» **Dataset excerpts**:

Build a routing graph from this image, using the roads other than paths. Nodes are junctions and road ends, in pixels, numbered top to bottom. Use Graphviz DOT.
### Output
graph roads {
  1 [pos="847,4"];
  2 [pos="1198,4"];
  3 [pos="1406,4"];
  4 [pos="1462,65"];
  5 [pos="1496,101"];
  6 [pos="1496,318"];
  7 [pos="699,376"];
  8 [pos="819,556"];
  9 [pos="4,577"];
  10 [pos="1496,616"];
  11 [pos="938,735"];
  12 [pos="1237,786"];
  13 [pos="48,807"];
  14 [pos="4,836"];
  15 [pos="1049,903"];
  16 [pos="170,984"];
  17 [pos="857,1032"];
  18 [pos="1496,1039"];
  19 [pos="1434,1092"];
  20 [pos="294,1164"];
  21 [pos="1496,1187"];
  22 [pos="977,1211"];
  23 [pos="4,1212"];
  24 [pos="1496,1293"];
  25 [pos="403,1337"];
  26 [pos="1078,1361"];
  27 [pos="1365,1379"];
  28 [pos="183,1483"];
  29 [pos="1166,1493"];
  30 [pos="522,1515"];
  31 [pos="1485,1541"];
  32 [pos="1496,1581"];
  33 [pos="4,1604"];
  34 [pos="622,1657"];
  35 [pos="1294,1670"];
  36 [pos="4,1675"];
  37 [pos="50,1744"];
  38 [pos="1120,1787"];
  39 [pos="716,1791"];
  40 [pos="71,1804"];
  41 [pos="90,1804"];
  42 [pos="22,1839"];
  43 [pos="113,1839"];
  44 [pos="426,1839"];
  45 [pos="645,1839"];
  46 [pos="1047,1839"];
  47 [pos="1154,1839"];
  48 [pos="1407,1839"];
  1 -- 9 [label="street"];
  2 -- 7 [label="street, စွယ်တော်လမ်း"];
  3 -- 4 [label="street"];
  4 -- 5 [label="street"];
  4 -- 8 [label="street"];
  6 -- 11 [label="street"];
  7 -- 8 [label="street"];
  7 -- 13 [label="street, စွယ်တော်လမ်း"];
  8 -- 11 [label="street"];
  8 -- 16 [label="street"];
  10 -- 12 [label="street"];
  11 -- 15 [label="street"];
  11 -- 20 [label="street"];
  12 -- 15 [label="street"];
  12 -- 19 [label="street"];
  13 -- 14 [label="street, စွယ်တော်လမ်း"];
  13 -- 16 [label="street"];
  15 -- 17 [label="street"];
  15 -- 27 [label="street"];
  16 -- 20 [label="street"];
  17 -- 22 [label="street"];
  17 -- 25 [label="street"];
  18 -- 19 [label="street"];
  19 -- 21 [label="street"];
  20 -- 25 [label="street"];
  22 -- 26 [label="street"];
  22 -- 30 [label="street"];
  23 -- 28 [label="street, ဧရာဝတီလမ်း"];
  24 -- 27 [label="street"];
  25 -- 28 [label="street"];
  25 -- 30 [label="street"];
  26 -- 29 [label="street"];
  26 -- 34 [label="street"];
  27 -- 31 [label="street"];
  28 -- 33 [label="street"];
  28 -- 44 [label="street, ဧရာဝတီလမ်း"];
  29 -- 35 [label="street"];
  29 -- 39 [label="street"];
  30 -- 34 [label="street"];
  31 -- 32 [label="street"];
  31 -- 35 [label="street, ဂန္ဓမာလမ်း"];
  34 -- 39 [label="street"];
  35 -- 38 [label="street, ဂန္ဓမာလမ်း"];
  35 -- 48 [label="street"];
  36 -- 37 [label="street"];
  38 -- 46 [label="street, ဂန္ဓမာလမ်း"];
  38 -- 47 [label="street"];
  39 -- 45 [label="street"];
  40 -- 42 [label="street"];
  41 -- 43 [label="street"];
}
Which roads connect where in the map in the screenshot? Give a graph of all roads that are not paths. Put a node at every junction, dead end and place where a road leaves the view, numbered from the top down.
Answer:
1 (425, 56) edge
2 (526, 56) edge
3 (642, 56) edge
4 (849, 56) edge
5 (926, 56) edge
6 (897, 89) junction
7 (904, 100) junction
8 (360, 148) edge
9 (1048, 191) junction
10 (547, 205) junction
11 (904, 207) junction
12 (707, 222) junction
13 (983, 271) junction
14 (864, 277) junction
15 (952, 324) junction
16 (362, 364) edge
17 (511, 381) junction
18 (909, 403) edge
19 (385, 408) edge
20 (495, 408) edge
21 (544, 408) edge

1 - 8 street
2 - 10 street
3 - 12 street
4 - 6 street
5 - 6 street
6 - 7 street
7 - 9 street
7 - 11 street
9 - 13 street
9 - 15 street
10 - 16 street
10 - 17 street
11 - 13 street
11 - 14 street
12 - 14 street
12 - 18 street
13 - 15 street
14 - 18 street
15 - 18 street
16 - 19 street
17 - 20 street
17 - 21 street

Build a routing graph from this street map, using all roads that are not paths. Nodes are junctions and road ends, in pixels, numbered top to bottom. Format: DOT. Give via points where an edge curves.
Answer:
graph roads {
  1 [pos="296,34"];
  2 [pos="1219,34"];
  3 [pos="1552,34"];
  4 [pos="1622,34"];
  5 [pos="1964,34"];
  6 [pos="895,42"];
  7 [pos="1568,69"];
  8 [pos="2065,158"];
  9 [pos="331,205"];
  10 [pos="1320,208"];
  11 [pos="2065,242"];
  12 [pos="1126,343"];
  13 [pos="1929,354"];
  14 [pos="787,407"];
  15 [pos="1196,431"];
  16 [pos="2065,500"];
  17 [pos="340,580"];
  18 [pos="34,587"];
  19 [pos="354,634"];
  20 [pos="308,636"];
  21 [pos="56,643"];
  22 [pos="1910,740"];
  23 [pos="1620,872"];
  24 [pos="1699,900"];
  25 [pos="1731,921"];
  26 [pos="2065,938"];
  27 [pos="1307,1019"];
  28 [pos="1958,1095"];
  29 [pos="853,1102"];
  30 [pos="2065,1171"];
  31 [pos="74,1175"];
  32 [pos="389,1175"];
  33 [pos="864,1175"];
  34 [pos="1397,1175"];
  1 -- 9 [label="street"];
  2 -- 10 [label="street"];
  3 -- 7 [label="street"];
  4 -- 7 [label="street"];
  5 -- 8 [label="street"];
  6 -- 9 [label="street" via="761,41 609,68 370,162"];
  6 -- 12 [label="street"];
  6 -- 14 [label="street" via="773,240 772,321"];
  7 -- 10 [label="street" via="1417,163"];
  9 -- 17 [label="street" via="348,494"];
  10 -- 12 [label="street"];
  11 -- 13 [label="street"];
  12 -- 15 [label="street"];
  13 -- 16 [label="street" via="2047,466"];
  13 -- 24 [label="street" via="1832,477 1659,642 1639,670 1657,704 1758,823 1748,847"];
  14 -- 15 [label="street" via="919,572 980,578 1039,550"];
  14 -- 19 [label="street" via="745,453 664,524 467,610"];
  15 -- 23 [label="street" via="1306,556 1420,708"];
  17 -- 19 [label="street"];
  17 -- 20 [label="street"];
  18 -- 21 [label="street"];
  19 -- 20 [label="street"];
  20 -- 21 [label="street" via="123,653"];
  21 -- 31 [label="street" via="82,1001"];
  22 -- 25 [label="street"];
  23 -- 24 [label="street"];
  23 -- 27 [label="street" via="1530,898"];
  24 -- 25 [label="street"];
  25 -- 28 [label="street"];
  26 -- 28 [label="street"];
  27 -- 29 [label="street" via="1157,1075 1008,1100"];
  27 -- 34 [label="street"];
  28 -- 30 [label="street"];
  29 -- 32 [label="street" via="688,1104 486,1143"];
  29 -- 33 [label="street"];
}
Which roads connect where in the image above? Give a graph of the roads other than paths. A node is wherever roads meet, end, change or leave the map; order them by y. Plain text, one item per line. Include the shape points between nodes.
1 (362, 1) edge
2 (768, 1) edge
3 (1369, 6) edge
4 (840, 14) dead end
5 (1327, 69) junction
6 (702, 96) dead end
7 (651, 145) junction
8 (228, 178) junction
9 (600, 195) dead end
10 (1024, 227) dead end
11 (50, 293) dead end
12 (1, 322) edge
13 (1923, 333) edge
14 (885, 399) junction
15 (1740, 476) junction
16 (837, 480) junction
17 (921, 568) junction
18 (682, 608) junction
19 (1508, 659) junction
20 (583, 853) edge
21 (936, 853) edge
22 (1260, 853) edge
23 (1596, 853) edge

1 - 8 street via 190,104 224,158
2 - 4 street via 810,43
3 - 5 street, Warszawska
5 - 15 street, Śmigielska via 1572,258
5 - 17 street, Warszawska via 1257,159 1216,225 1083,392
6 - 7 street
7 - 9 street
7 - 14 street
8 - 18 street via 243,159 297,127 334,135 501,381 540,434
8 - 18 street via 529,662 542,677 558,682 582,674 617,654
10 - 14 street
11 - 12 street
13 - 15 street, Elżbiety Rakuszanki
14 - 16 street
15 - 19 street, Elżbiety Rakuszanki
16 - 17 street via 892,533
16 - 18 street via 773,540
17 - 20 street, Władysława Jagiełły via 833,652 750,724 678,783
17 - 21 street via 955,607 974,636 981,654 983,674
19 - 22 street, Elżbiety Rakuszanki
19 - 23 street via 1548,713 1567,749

» **YOUR GOAL**: Look for the word "routing" in the data, then return every line that contains it.

» **ANSWER TO THIS PROBLEM**:
Build a routing graph from this image, using the roads other than paths. Nodes are junctions and road ends, in pixels, numbered top to bottom. Use Graphviz DOT.
Build a routing graph from this street map, using all roads that are not paths. Nodes are junctions and road ends, in pixels, numbered top to bottom. Format: DOT. Give via points where an edge curves.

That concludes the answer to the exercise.